Pimelea strigosa, is a flowering plant in the family Thymelaeaceae and is endemic to eastern Australia. It is a shrub with hairy young stems, elliptic leaves and heads of 7 to 23 yellow flowers, sometimes with a red tinge.

==Description==
Pimelea strigosa is a shrub that typically grows to a height of 0.3–2 m and has hairy young stems and leaves. The leaves are arranged alternately along the stems, narrowly elliptic to elliptic, 8–35 mm long and 2–10 mm wide on a short petiole. The flowers are arranged on the ends of branches in compact groups of 7 to 23, bisexual or female, yellow, sometimes with a red tinge. The floral tube is 3.0–5.5 mm long, the sepals 1–2 mm long.
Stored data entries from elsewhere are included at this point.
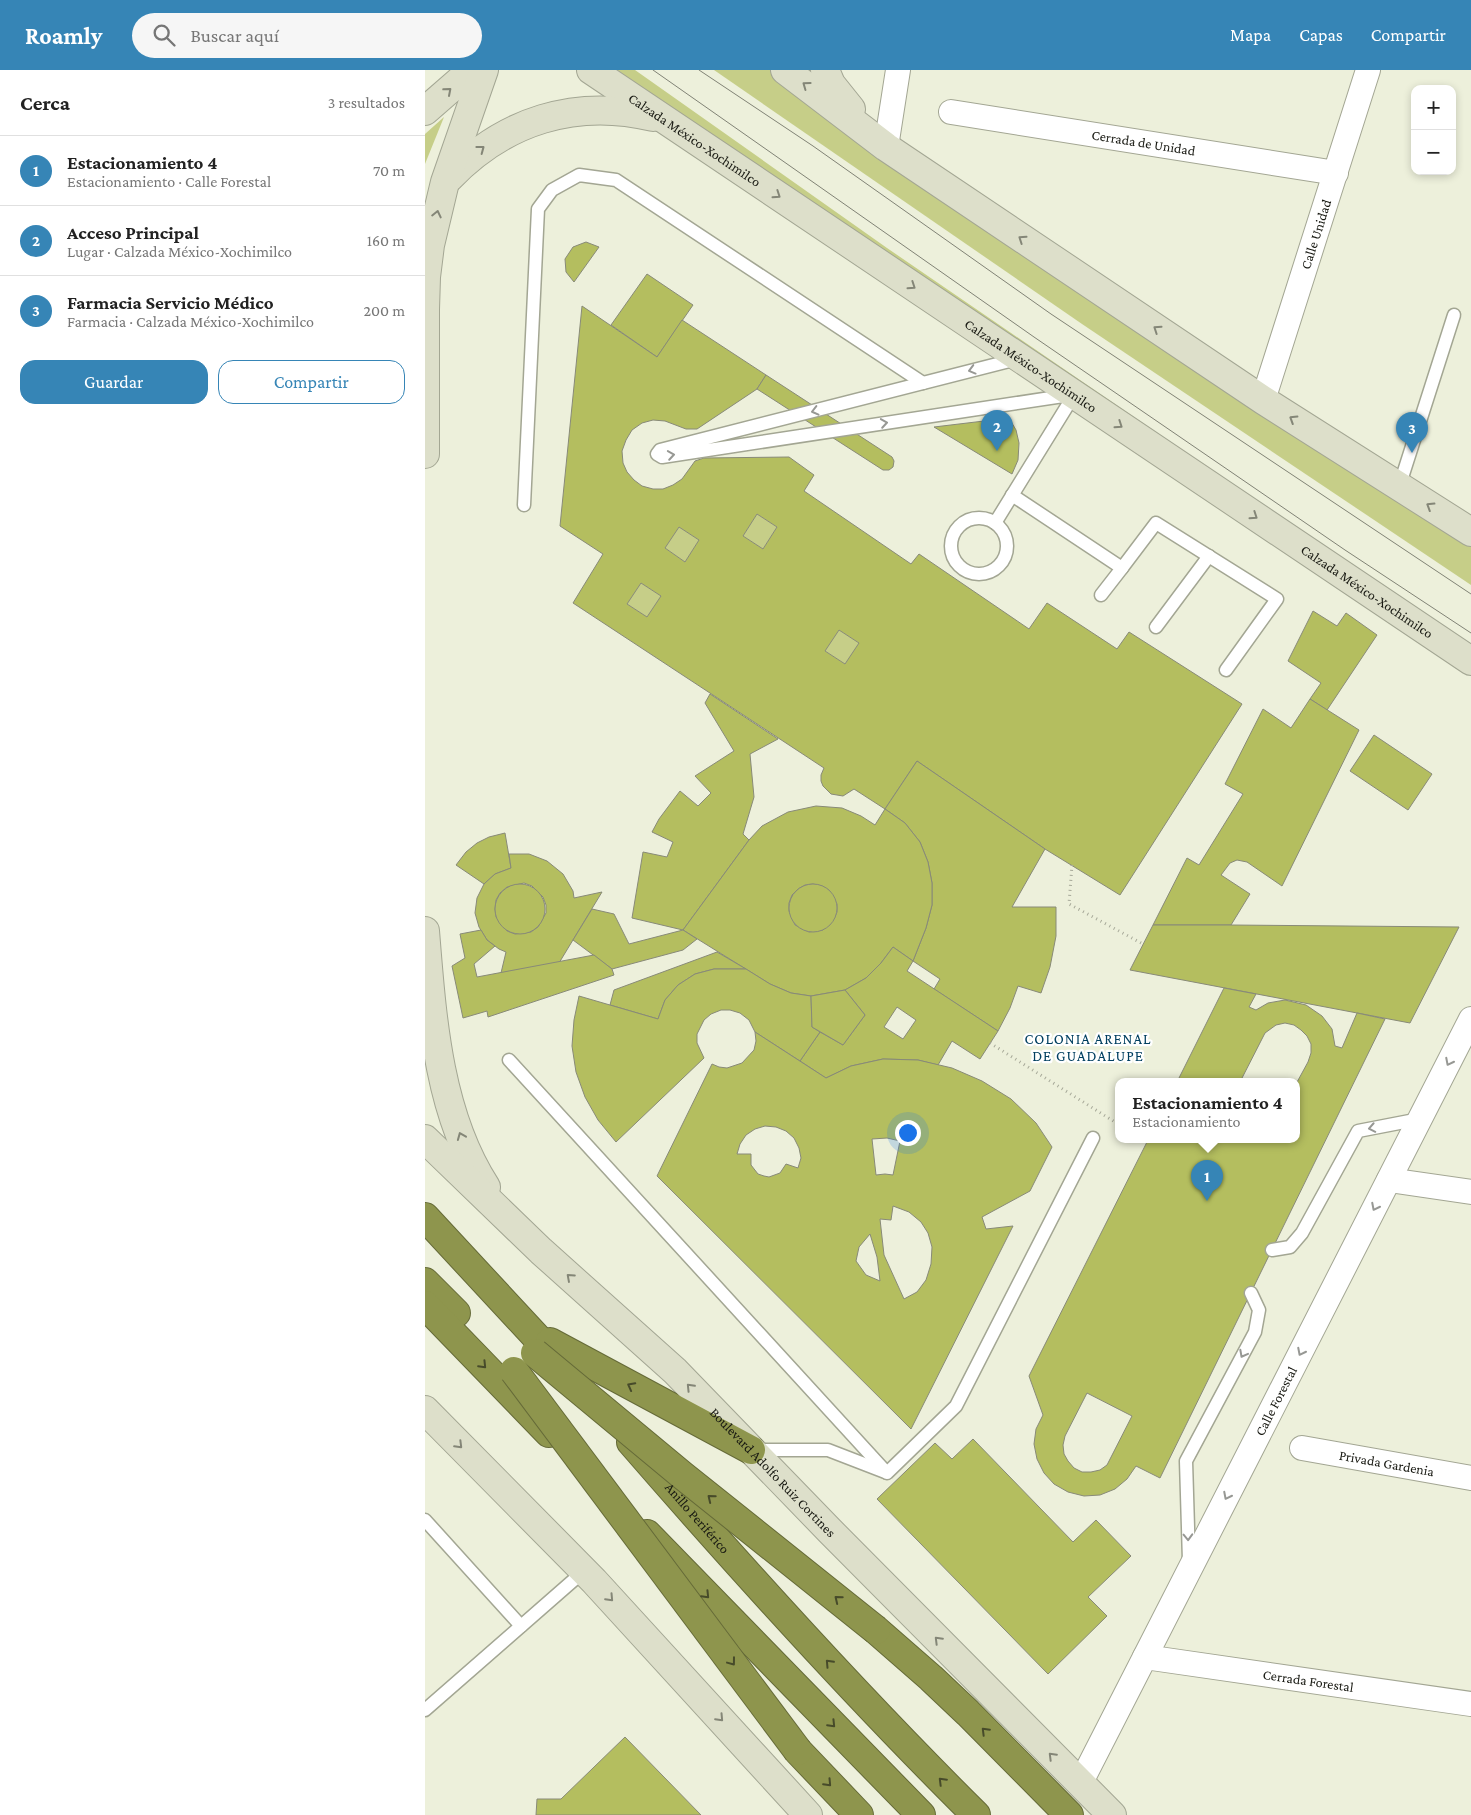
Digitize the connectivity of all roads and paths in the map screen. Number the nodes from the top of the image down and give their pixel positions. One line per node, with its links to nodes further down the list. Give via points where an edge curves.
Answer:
1 (472, 70): 8 (main road, one-way to 1)
2 (484, 70): 13 (main road)
3 (591, 70): 10 (main road, Calzada México-Xochimilco)
4 (785, 70): 11 (main road, one-way to 4)
5 (825, 70): 11 (main road, via 831,84)
6 (898, 70): 11 (street)
7 (1368, 70): 12 (street, Calle Unidad)
8 (425, 111)
9 (951, 112): 12 (street, Cerrada de Unidad)
10 (664, 119): 13 (main road, one-way to 10, via 485,145 508,132 550,116 585,110 611,110); 15 (main road, Calzada México-Xochimilco, one-way to 15)
11 (886, 147): 18 (main road, one-way to 11)
12 (1335, 172): 18 (street, Calle Unidad)
13 (445, 182): 19 (main road, one-way to 13, via 426,277 433,229)
14 (1454, 315): 20 (lane)
15 (1019, 358): 16 (lane, one-way to 16); 17 (main road, Calzada México-Xochimilco)
16 (923, 383): 17 (lane, one-way to 17, via 660,450 657,454 662,457); 22 (lane, via 616,180 579,175 552,190 538,209)
17 (1074, 395): 21 (lane); 29 (main road, Calzada México-Xochimilco, one-way to 29)
18 (1263, 400): 20 (main road, one-way to 18)
19 (425, 454)
20 (1399, 487): 24 (main road, one-way to 20)
21 (1012, 495): 23 (lane); 26 (lane)
22 (524, 504)
23 (995, 523): 23 (lane, via 978,518 956,531 951,548 964,570 983,574 1000,566 1005,558 1006,539 1003,530)
24 (1470, 529)
25 (1209, 556): 26 (lane, via 1156,523); 28 (lane); 30 (lane, via 1277,599)
26 (1122, 568): 27 (lane)
27 (1101, 595)
28 (1156, 626)
29 (1471, 661)
30 (1226, 670)
31 (1072, 865): 33 (path, via 1069,904)
32 (425, 931): 43 (main road, one-way to 32, via 477,1174 459,1130 439,1065)
33 (1143, 944)
34 (1471, 1019): 37 (street, Calle Forestal, one-way to 37)
35 (990, 1043): 38 (path)
36 (509, 1060): 54 (lane)
37 (1420, 1119): 41 (street, Calle Forestal); 46 (lane, one-way to 46, via 1358,1131 1302,1233 1290,1247)
38 (1115, 1122)
39 (1093, 1138): 54 (lane, via 956,1406)
40 (425, 1139): 43 (main road, Boulevard Adolfo Ruiz Cortines)
41 (1389, 1180): 42 (street); 57 (street, Calle Forestal, one-way to 57)
42 (1471, 1192)
43 (500, 1210): 53 (main road, Boulevard Adolfo Ruiz Cortines, one-way to 43, via 675,1371)
44 (425, 1217): 50 (highway, Anillo Periférico)
45 (425, 1240): 50 (highway)
46 (1272, 1250)
47 (425, 1282): 65 (highway, one-way to 65, bridge, via 514,1371 798,1751)
48 (1251, 1293): 57 (lane, one-way to 57, via 1259,1310 1255,1332 1186,1461)
49 (425, 1305): 66 (highway, one-way to 66)
50 (535, 1344): 53 (highway, one-way to 50); 67 (highway, Anillo Periférico, one-way to 50, via 774,1605); 68 (highway, one-way to 50, bridge, via 931,1678 682,1475)
51 (425, 1410): 58 (main road, one-way to 58)
52 (1302, 1448): 55 (street, Privada Gardenia)
53 (751, 1450): 54 (lane, via 828,1450); 63 (main road, Boulevard Adolfo Ruiz Cortines, one-way to 53)
54 (887, 1473)
55 (1471, 1478)
56 (425, 1520): 59 (lane)
57 (1190, 1569): 60 (street, Calle Forestal)
58 (584, 1571): 59 (lane); 64 (main road, one-way to 64)
59 (521, 1626): 62 (lane)
60 (1145, 1657): 61 (street, Cerrada Forestal); 63 (street, Calle Forestal)
61 (1471, 1704)
62 (425, 1710)
63 (1080, 1784): 69 (main road, Boulevard Adolfo Ruiz Cortines)
64 (809, 1815)
65 (859, 1815)
66 (921, 1815)
67 (976, 1815)
68 (1069, 1815)
69 (1112, 1815)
Flowering occurs in most months with a peak from September to May and the fruit is about 4 mm long.

==Taxonomy and naming==
Pimelea strigosa was first formally described in 1913 by Michel Gandoger in the journal Bulletin de la Société Botanique de France, from specimens collected near the Warrumbungles. The specific epithet (strigosa) means "strigose".

==Distribution and habitat==
This pimelea grows in woodland and in pastures, often near watercourses and sometimes in rocky places, between Warwick in Queensland and the Warrumbungles and Murrurundi in New South Wales.